Saved data entries
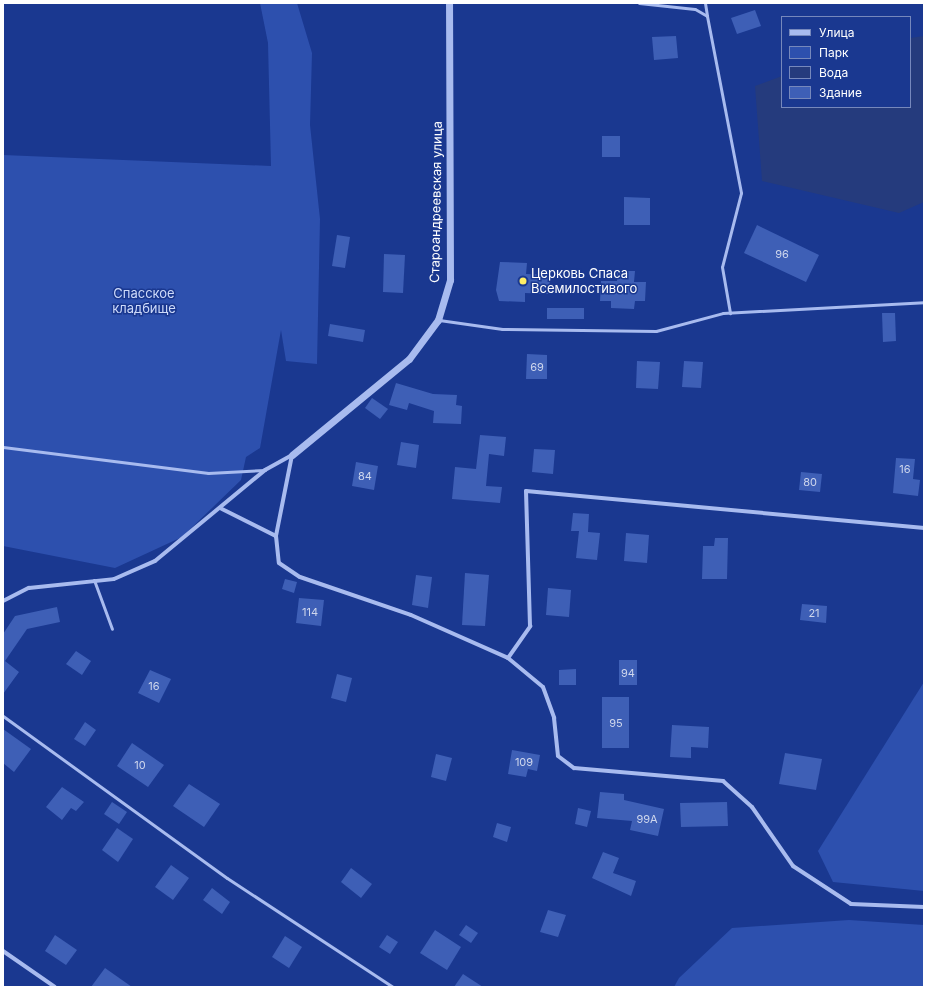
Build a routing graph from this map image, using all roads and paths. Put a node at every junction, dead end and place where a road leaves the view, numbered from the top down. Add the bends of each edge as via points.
1 (449, 3) edge
2 (639, 3) edge
3 (706, 3) edge
4 (707, 16) junction
5 (924, 302) edge
6 (730, 313) junction
7 (438, 320) junction
8 (3, 447) edge
9 (292, 455) junction
10 (265, 470) junction
11 (222, 509) junction
12 (924, 528) edge
13 (276, 536) junction
14 (94, 580) junction
15 (3, 601) edge
16 (112, 629) dead end
17 (508, 658) junction
18 (3, 716) edge
19 (924, 907) edge
20 (3, 951) edge
21 (55, 987) edge
22 (393, 987) edge

1 - 7 street, Староандреевская улица via 450,280
2 - 4 lane via 695,9
3 - 4 lane
4 - 6 lane via 741,193 722,267
5 - 6 lane
6 - 7 lane via 656,330 502,329
7 - 9 street, Староандреевская улица via 409,359
8 - 10 lane via 200,472
9 - 10 street
9 - 13 street
10 - 11 street
11 - 13 street
11 - 14 street via 154,561 114,579
12 - 17 street via 526,491 530,626
13 - 17 street via 279,563 300,577 411,614
14 - 15 street via 29,588
14 - 16 lane
17 - 19 street via 542,687 554,718 558,756 574,768 723,781 752,807 793,866 851,904
18 - 22 lane via 227,878
20 - 21 street

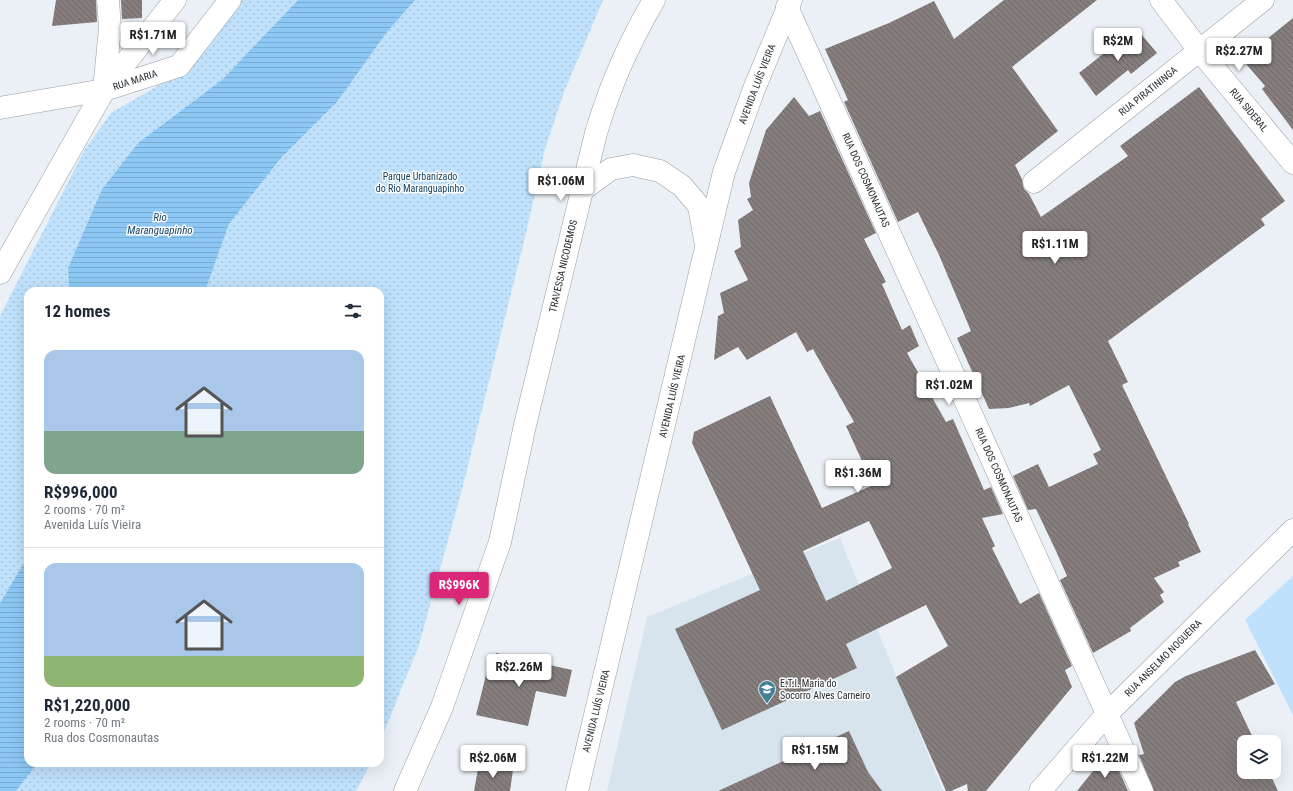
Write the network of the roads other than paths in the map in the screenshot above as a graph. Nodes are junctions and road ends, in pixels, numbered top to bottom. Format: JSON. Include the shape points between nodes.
{"nodes":[{"id":1,"x":108,"y":0,"type":"edge"},
{"id":2,"x":175,"y":0,"type":"edge"},
{"id":3,"x":230,"y":0,"type":"edge"},
{"id":4,"x":654,"y":0,"type":"edge"},
{"id":5,"x":1161,"y":0,"type":"edge"},
{"id":6,"x":1263,"y":0,"type":"edge"},
{"id":7,"x":789,"y":3,"type":"edge"},
{"id":8,"x":1198,"y":50,"type":"junction"},
{"id":9,"x":104,"y":90,"type":"junction"},
{"id":10,"x":0,"y":108,"type":"edge"},
{"id":11,"x":1293,"y":163,"type":"edge"},
{"id":12,"x":1034,"y":182,"type":"dead end"},
{"id":13,"x":581,"y":191,"type":"junction"},
{"id":14,"x":706,"y":248,"type":"junction"},
{"id":15,"x":0,"y":273,"type":"edge"},
{"id":16,"x":1293,"y":530,"type":"edge"},
{"id":17,"x":1107,"y":714,"type":"junction"},
{"id":18,"x":405,"y":791,"type":"edge"},
{"id":19,"x":577,"y":791,"type":"edge"},
{"id":20,"x":1040,"y":791,"type":"edge"},
{"id":21,"x":1142,"y":791,"type":"edge"}],
"edges":[{"from":1,"to":9,"type":"main road","name":"RUA MARIA","via":[[110,28]]},
{"from":2,"to":9,"type":"main road"},
{"from":3,"to":9,"type":"main road","name":"RUA MARIA","via":[[179,66]]},
{"from":4,"to":13,"type":"main road","name":"TRAVESSA NICODEMOS","via":[[631,40],[610,90]]},
{"from":5,"to":8,"type":"main road","name":"RUA SIDERAL"},
{"from":6,"to":8,"type":"main road","name":"RUA PIRATININGA"},
{"from":7,"to":14,"type":"main road","name":"AVENIDA LUÍS VIEIRA","via":[[724,172]]},
{"from":7,"to":17,"type":"main road","name":"RUA DOS COSMONAUTAS"},
{"from":8,"to":11,"type":"main road","name":"RUA SIDERAL"},
{"from":8,"to":12,"type":"main road","name":"RUA PIRATININGA"},
{"from":9,"to":10,"type":"main road","name":"RUA MARIA"},
{"from":9,"to":15,"type":"main road"},
{"from":13,"to":14,"type":"main road","via":[[611,169],[634,165],[660,171],[682,186],[699,206]]},
{"from":13,"to":18,"type":"main road","name":"TRAVESSA NICODEMOS","via":[[500,542],[442,707]]},
{"from":14,"to":19,"type":"main road","name":"AVENIDA LUÍS VIEIRA"},
{"from":16,"to":17,"type":"main road","name":"RUA ANSELMO NOGUEIRA"},
{"from":17,"to":20,"type":"main road","name":"RUA ANSELMO NOGUEIRA"},
{"from":17,"to":21,"type":"main road","name":"RUA DOS COSMONAUTAS"}]}
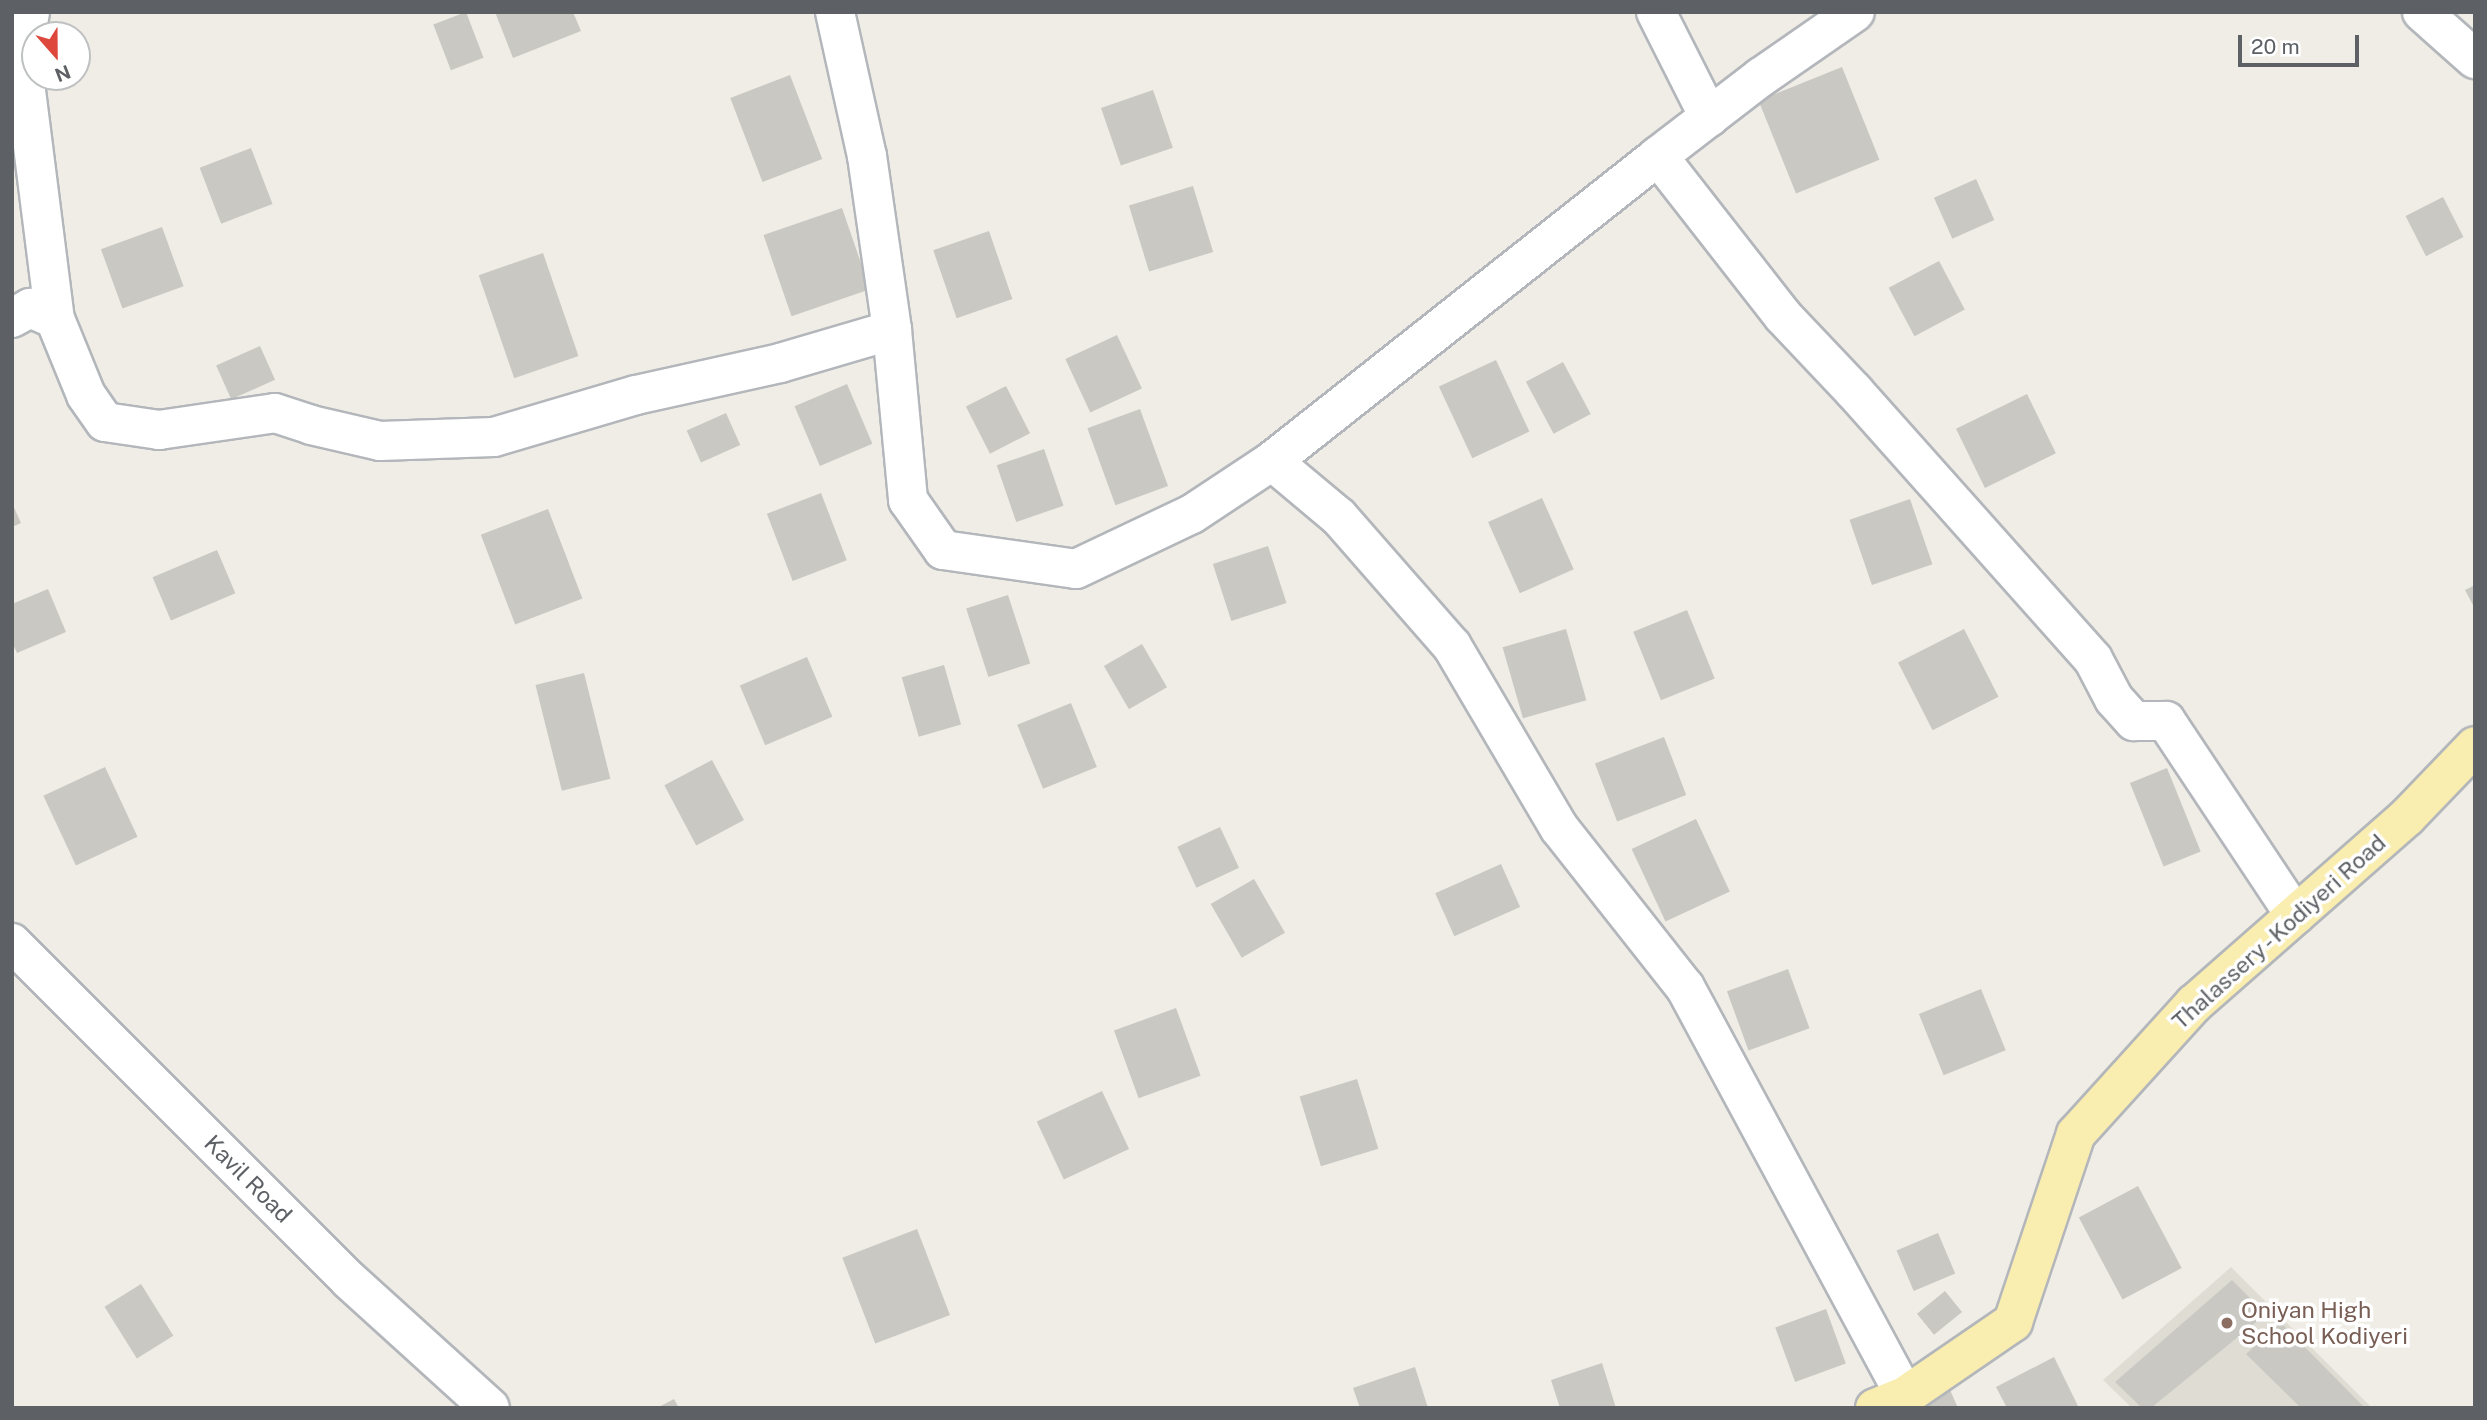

Exercise requirements.
Search the entries for the word "SIDERAL" and copy every line that holds it.

Solution.
{"from":5,"to":8,"type":"main road","name":"RUA SIDERAL"},
{"from":8,"to":11,"type":"main road","name":"RUA SIDERAL"},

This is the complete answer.